▶ [Problem to work on] Could you output each line below exactly as it appears, excluding any pictures?

[Source data]
------------------------------------------------
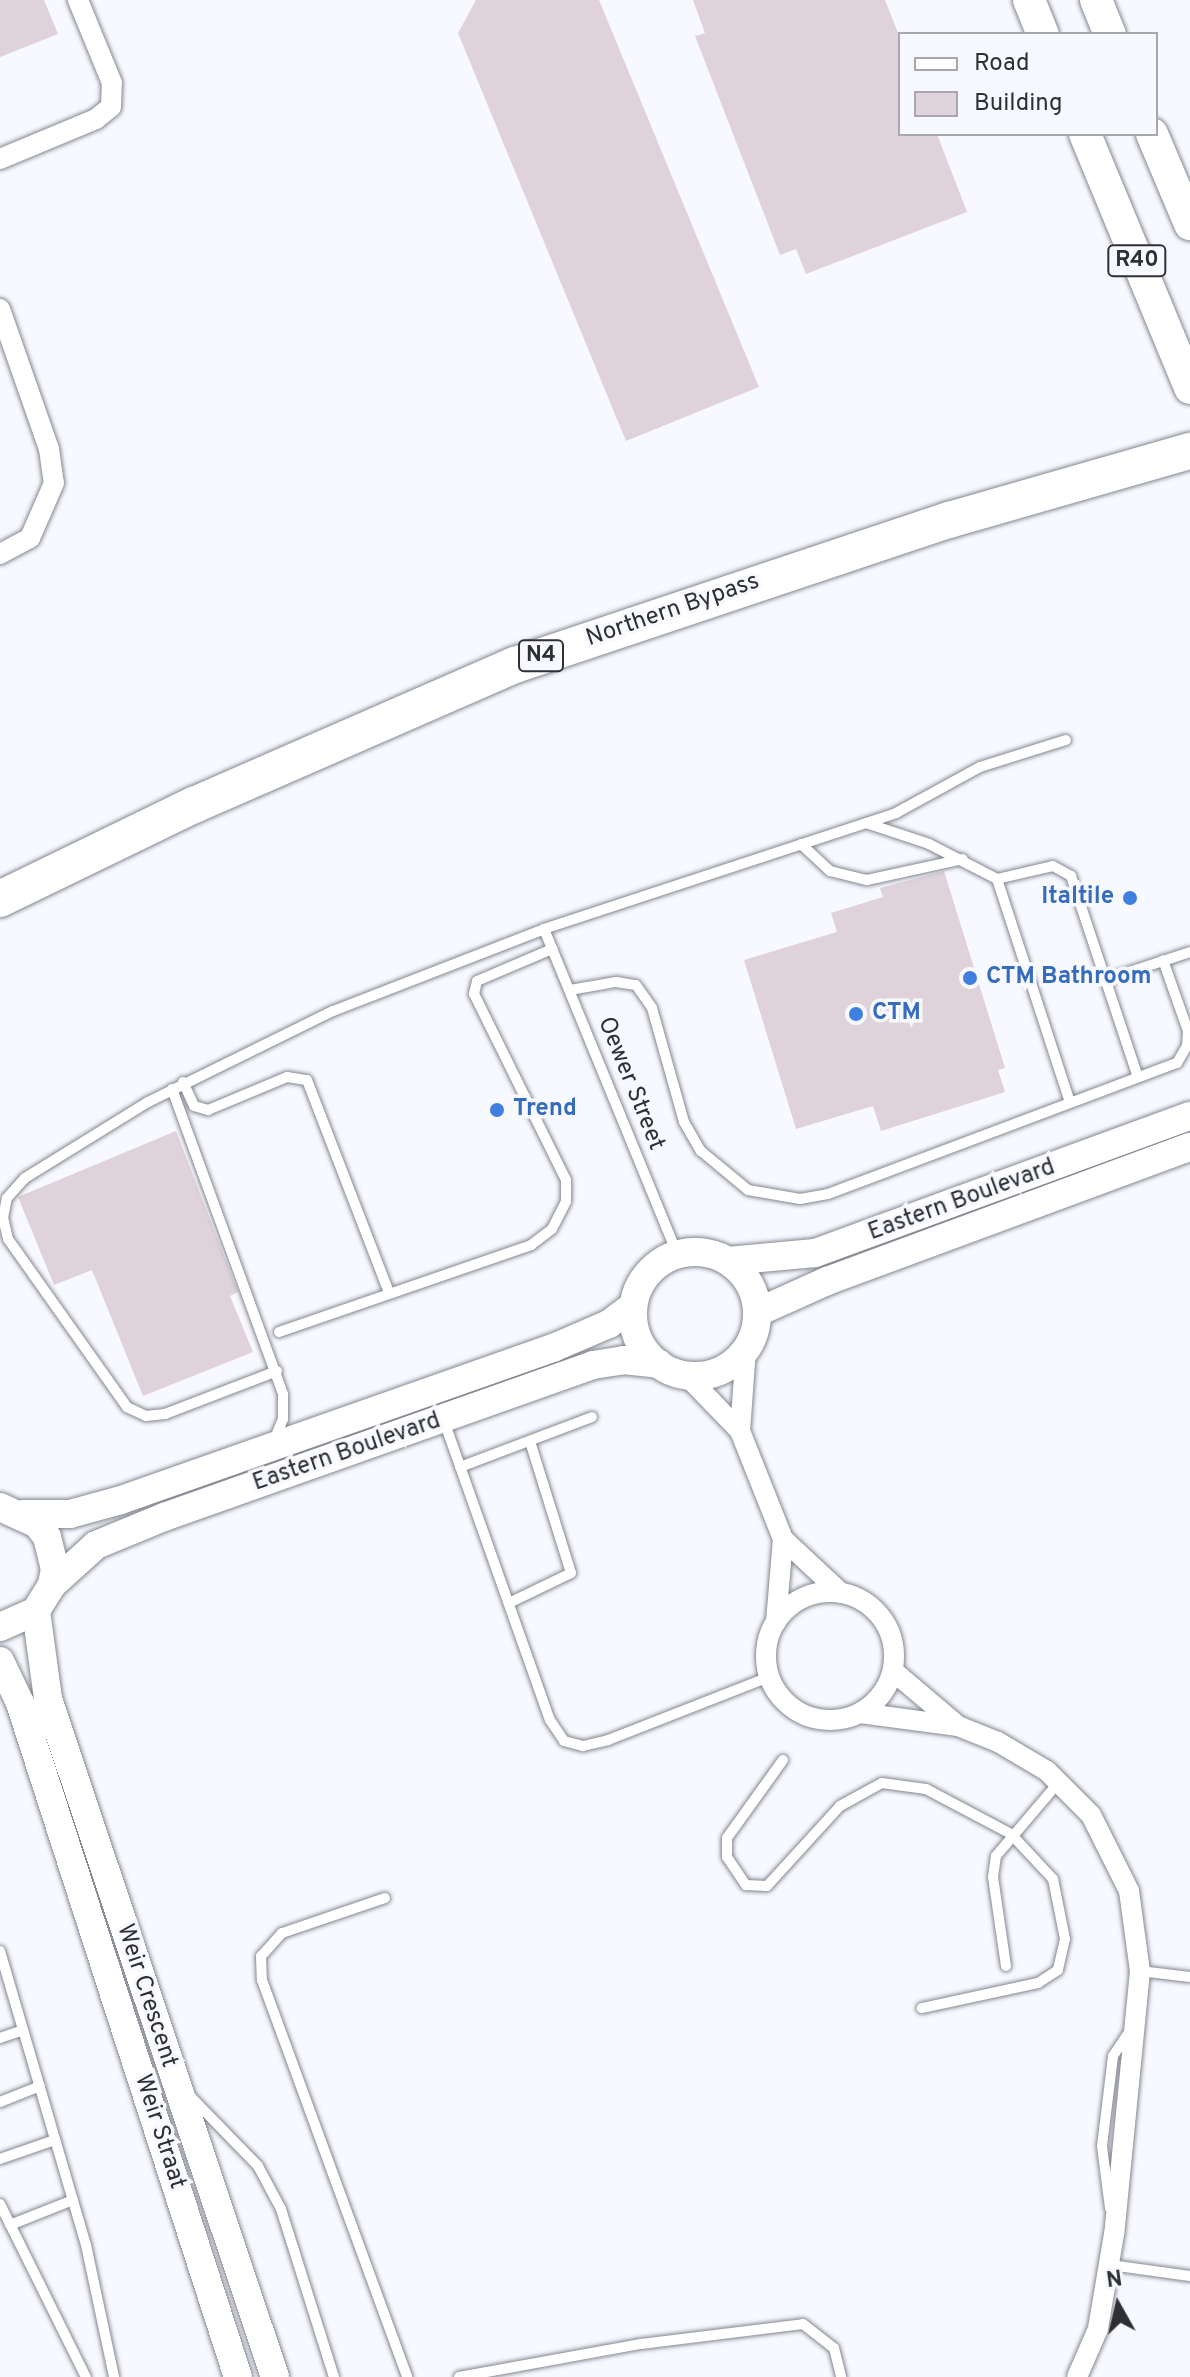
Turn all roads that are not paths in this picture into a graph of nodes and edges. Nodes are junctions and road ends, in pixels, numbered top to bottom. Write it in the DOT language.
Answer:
graph roads {
  1 [pos="78,0"];
  2 [pos="1029,0"];
  3 [pos="1096,0"];
  4 [pos="1042,32"];
  5 [pos="1109,32"];
  6 [pos="1086,136"];
  7 [pos="1153,136"];
  8 [pos="0,159"];
  9 [pos="1190,224"];
  10 [pos="0,309"];
  11 [pos="1190,388"];
  12 [pos="1190,451"];
  13 [pos="0,554"];
  14 [pos="1066,740"];
  15 [pos="865,823"];
  16 [pos="801,844"];
  17 [pos="963,859"];
  18 [pos="997,879"];
  19 [pos="0,899"];
  20 [pos="544,929"];
  21 [pos="552,949"];
  22 [pos="1190,952"];
  23 [pos="1163,960"];
  24 [pos="1105,980"];
  25 [pos="570,990"];
  26 [pos="1138,1077"];
  27 [pos="183,1082"];
  28 [pos="172,1089"];
  29 [pos="1070,1102"];
  30 [pos="1190,1116"];
  31 [pos="1190,1147"];
  32 [pos="677,1254"];
  33 [pos="728,1261"];
  34 [pos="389,1293"];
  35 [pos="633,1306"];
  36 [pos="758,1312"];
  37 [pos="279,1332"];
  38 [pos="746,1350"];
  39 [pos="659,1364"];
  40 [pos="277,1371"];
  41 [pos="686,1375"];
  42 [pos="592,1417"];
  43 [pos="443,1419"];
  44 [pos="740,1431"];
  45 [pos="530,1441"];
  46 [pos="268,1449"];
  47 [pos="460,1467"];
  48 [pos="12,1511"];
  49 [pos="783,1539"];
  50 [pos="52,1585"];
  51 [pos="841,1593"];
  52 [pos="509,1603"];
  53 [pos="36,1611"];
  54 [pos="776,1622"];
  55 [pos="0,1627"];
  56 [pos="0,1661"];
  57 [pos="893,1671"];
  58 [pos="769,1677"];
  59 [pos="860,1713"];
  60 [pos="958,1726"];
  61 [pos="783,1760"];
  62 [pos="1059,1782"];
  63 [pos="1011,1834"];
  64 [pos="385,1898"];
  65 [pos="0,1951"];
  66 [pos="1006,1966"];
  67 [pos="1140,1971"];
  68 [pos="3,1972"];
  69 [pos="1190,1977"];
  70 [pos="922,2008"];
  71 [pos="23,2030"];
  72 [pos="0,2038"];
  73 [pos="173,2081"];
  74 [pos="40,2086"];
  75 [pos="0,2102"];
  76 [pos="55,2140"];
  77 [pos="0,2159"];
  78 [pos="73,2200"];
  79 [pos="0,2204"];
  80 [pos="10,2225"];
  81 [pos="1110,2265"];
  82 [pos="1190,2276"];
  83 [pos="86,2377"];
  84 [pos="114,2377"];
  85 [pos="238,2377"];
  86 [pos="275,2377"];
  87 [pos="334,2377"];
  88 [pos="407,2377"];
  89 [pos="459,2377"];
  90 [pos="841,2377"];
  91 [pos="1077,2377"];
  1 -- 8 [label="street"];
  2 -- 4 [label="main road"];
  3 -- 5 [label="main road"];
  6 -- 11 [label="main road, R40"];
  7 -- 9 [label="main road, R40"];
  10 -- 13 [label="street"];
  12 -- 19 [label="highway, Northern Bypass / N4"];
  14 -- 15 [label="lane"];
  15 -- 16 [label="lane"];
  15 -- 17 [label="lane"];
  16 -- 17 [label="lane"];
  16 -- 20 [label="lane"];
  17 -- 18 [label="lane"];
  18 -- 24 [label="lane"];
  18 -- 29 [label="lane"];
  20 -- 21 [label="lane, Oewer Street"];
  20 -- 27 [label="lane"];
  21 -- 25 [label="lane, Oewer Street"];
  21 -- 34 [label="lane"];
  22 -- 23 [label="lane"];
  23 -- 24 [label="lane"];
  23 -- 26 [label="lane"];
  24 -- 26 [label="lane"];
  25 -- 29 [label="lane"];
  25 -- 32 [label="lane, Oewer Street"];
  26 -- 29 [label="lane"];
  27 -- 28 [label="lane"];
  27 -- 34 [label="lane"];
  28 -- 40 [label="lane"];
  28 -- 40 [label="lane"];
  30 -- 33 [label="street, Eastern Boulevard"];
  31 -- 36 [label="street, Eastern Boulevard"];
  32 -- 33 [label="street, Eastern Boulevard"];
  32 -- 35 [label="street, Eastern Boulevard"];
  33 -- 36 [label="street"];
  34 -- 37 [label="lane"];
  35 -- 39 [label="street"];
  35 -- 46 [label="street, Eastern Boulevard"];
  36 -- 38 [label="street"];
  38 -- 41 [label="street"];
  38 -- 44 [label="street"];
  39 -- 41 [label="street, Eastern Boulevard"];
  39 -- 43 [label="street, Eastern Boulevard"];
  40 -- 46 [label="lane"];
  41 -- 44 [label="street"];
  42 -- 45 [label="lane"];
  43 -- 47 [label="lane"];
  43 -- 50 [label="street, Eastern Boulevard"];
  44 -- 49 [label="street"];
  45 -- 47 [label="lane"];
  45 -- 52 [label="lane"];
  46 -- 48 [label="street, Eastern Boulevard"];
  47 -- 52 [label="lane"];
  48 -- 50 [label="street"];
  49 -- 51 [label="street"];
  49 -- 54 [label="street"];
  50 -- 53 [label="street, Eastern Boulevard"];
  51 -- 54 [label="street"];
  51 -- 57 [label="street"];
  52 -- 58 [label="lane"];
  53 -- 55 [label="street"];
  53 -- 73 [label="street, Weir Crescent"];
  54 -- 58 [label="street"];
  56 -- 85 [label="street, Weir Straat"];
  57 -- 59 [label="street"];
  57 -- 60 [label="street"];
  58 -- 59 [label="street"];
  59 -- 60 [label="street"];
  60 -- 62 [label="street"];
  61 -- 63 [label="lane"];
  62 -- 63 [label="lane"];
  62 -- 67 [label="street"];
  63 -- 66 [label="lane"];
  63 -- 70 [label="lane"];
  64 -- 88 [label="lane"];
  65 -- 68 [label="lane"];
  67 -- 69 [label="lane"];
  67 -- 81 [label="street"];
  68 -- 71 [label="lane"];
  71 -- 72 [label="lane"];
  71 -- 74 [label="lane"];
  73 -- 86 [label="street, Weir Crescent"];
  73 -- 87 [label="lane"];
  74 -- 75 [label="lane"];
  74 -- 76 [label="lane"];
  76 -- 77 [label="lane"];
  76 -- 78 [label="lane"];
  78 -- 80 [label="lane"];
  78 -- 84 [label="lane"];
  79 -- 80 [label="lane"];
  80 -- 83 [label="lane"];
  81 -- 82 [label="lane"];
  81 -- 91 [label="street"];
  89 -- 90 [label="lane"];
}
------------------------------------------------
▶ [Solution to the problem]
Turn all roads that are not paths in this picture into a graph of nodes and edges. Nodes are junctions and road ends, in pixels, numbered top to bottom. Write it in the DOT language.
Answer:
graph roads {
  1 [pos="78,0"];
  2 [pos="1029,0"];
  3 [pos="1096,0"];
  4 [pos="1042,32"];
  5 [pos="1109,32"];
  6 [pos="1086,136"];
  7 [pos="1153,136"];
  8 [pos="0,159"];
  9 [pos="1190,224"];
  10 [pos="0,309"];
  11 [pos="1190,388"];
  12 [pos="1190,451"];
  13 [pos="0,554"];
  14 [pos="1066,740"];
  15 [pos="865,823"];
  16 [pos="801,844"];
  17 [pos="963,859"];
  18 [pos="997,879"];
  19 [pos="0,899"];
  20 [pos="544,929"];
  21 [pos="552,949"];
  22 [pos="1190,952"];
  23 [pos="1163,960"];
  24 [pos="1105,980"];
  25 [pos="570,990"];
  26 [pos="1138,1077"];
  27 [pos="183,1082"];
  28 [pos="172,1089"];
  29 [pos="1070,1102"];
  30 [pos="1190,1116"];
  31 [pos="1190,1147"];
  32 [pos="677,1254"];
  33 [pos="728,1261"];
  34 [pos="389,1293"];
  35 [pos="633,1306"];
  36 [pos="758,1312"];
  37 [pos="279,1332"];
  38 [pos="746,1350"];
  39 [pos="659,1364"];
  40 [pos="277,1371"];
  41 [pos="686,1375"];
  42 [pos="592,1417"];
  43 [pos="443,1419"];
  44 [pos="740,1431"];
  45 [pos="530,1441"];
  46 [pos="268,1449"];
  47 [pos="460,1467"];
  48 [pos="12,1511"];
  49 [pos="783,1539"];
  50 [pos="52,1585"];
  51 [pos="841,1593"];
  52 [pos="509,1603"];
  53 [pos="36,1611"];
  54 [pos="776,1622"];
  55 [pos="0,1627"];
  56 [pos="0,1661"];
  57 [pos="893,1671"];
  58 [pos="769,1677"];
  59 [pos="860,1713"];
  60 [pos="958,1726"];
  61 [pos="783,1760"];
  62 [pos="1059,1782"];
  63 [pos="1011,1834"];
  64 [pos="385,1898"];
  65 [pos="0,1951"];
  66 [pos="1006,1966"];
  67 [pos="1140,1971"];
  68 [pos="3,1972"];
  69 [pos="1190,1977"];
  70 [pos="922,2008"];
  71 [pos="23,2030"];
  72 [pos="0,2038"];
  73 [pos="173,2081"];
  74 [pos="40,2086"];
  75 [pos="0,2102"];
  76 [pos="55,2140"];
  77 [pos="0,2159"];
  78 [pos="73,2200"];
  79 [pos="0,2204"];
  80 [pos="10,2225"];
  81 [pos="1110,2265"];
  82 [pos="1190,2276"];
  83 [pos="86,2377"];
  84 [pos="114,2377"];
  85 [pos="238,2377"];
  86 [pos="275,2377"];
  87 [pos="334,2377"];
  88 [pos="407,2377"];
  89 [pos="459,2377"];
  90 [pos="841,2377"];
  91 [pos="1077,2377"];
  1 -- 8 [label="street"];
  2 -- 4 [label="main road"];
  3 -- 5 [label="main road"];
  6 -- 11 [label="main road, R40"];
  7 -- 9 [label="main road, R40"];
  10 -- 13 [label="street"];
  12 -- 19 [label="highway, Northern Bypass / N4"];
  14 -- 15 [label="lane"];
  15 -- 16 [label="lane"];
  15 -- 17 [label="lane"];
  16 -- 17 [label="lane"];
  16 -- 20 [label="lane"];
  17 -- 18 [label="lane"];
  18 -- 24 [label="lane"];
  18 -- 29 [label="lane"];
  20 -- 21 [label="lane, Oewer Street"];
  20 -- 27 [label="lane"];
  21 -- 25 [label="lane, Oewer Street"];
  21 -- 34 [label="lane"];
  22 -- 23 [label="lane"];
  23 -- 24 [label="lane"];
  23 -- 26 [label="lane"];
  24 -- 26 [label="lane"];
  25 -- 29 [label="lane"];
  25 -- 32 [label="lane, Oewer Street"];
  26 -- 29 [label="lane"];
  27 -- 28 [label="lane"];
  27 -- 34 [label="lane"];
  28 -- 40 [label="lane"];
  28 -- 40 [label="lane"];
  30 -- 33 [label="street, Eastern Boulevard"];
  31 -- 36 [label="street, Eastern Boulevard"];
  32 -- 33 [label="street, Eastern Boulevard"];
  32 -- 35 [label="street, Eastern Boulevard"];
  33 -- 36 [label="street"];
  34 -- 37 [label="lane"];
  35 -- 39 [label="street"];
  35 -- 46 [label="street, Eastern Boulevard"];
  36 -- 38 [label="street"];
  38 -- 41 [label="street"];
  38 -- 44 [label="street"];
  39 -- 41 [label="street, Eastern Boulevard"];
  39 -- 43 [label="street, Eastern Boulevard"];
  40 -- 46 [label="lane"];
  41 -- 44 [label="street"];
  42 -- 45 [label="lane"];
  43 -- 47 [label="lane"];
  43 -- 50 [label="street, Eastern Boulevard"];
  44 -- 49 [label="street"];
  45 -- 47 [label="lane"];
  45 -- 52 [label="lane"];
  46 -- 48 [label="street, Eastern Boulevard"];
  47 -- 52 [label="lane"];
  48 -- 50 [label="street"];
  49 -- 51 [label="street"];
  49 -- 54 [label="street"];
  50 -- 53 [label="street, Eastern Boulevard"];
  51 -- 54 [label="street"];
  51 -- 57 [label="street"];
  52 -- 58 [label="lane"];
  53 -- 55 [label="street"];
  53 -- 73 [label="street, Weir Crescent"];
  54 -- 58 [label="street"];
  56 -- 85 [label="street, Weir Straat"];
  57 -- 59 [label="street"];
  57 -- 60 [label="street"];
  58 -- 59 [label="street"];
  59 -- 60 [label="street"];
  60 -- 62 [label="street"];
  61 -- 63 [label="lane"];
  62 -- 63 [label="lane"];
  62 -- 67 [label="street"];
  63 -- 66 [label="lane"];
  63 -- 70 [label="lane"];
  64 -- 88 [label="lane"];
  65 -- 68 [label="lane"];
  67 -- 69 [label="lane"];
  67 -- 81 [label="street"];
  68 -- 71 [label="lane"];
  71 -- 72 [label="lane"];
  71 -- 74 [label="lane"];
  73 -- 86 [label="street, Weir Crescent"];
  73 -- 87 [label="lane"];
  74 -- 75 [label="lane"];
  74 -- 76 [label="lane"];
  76 -- 77 [label="lane"];
  76 -- 78 [label="lane"];
  78 -- 80 [label="lane"];
  78 -- 84 [label="lane"];
  79 -- 80 [label="lane"];
  80 -- 83 [label="lane"];
  81 -- 82 [label="lane"];
  81 -- 91 [label="street"];
  89 -- 90 [label="lane"];
}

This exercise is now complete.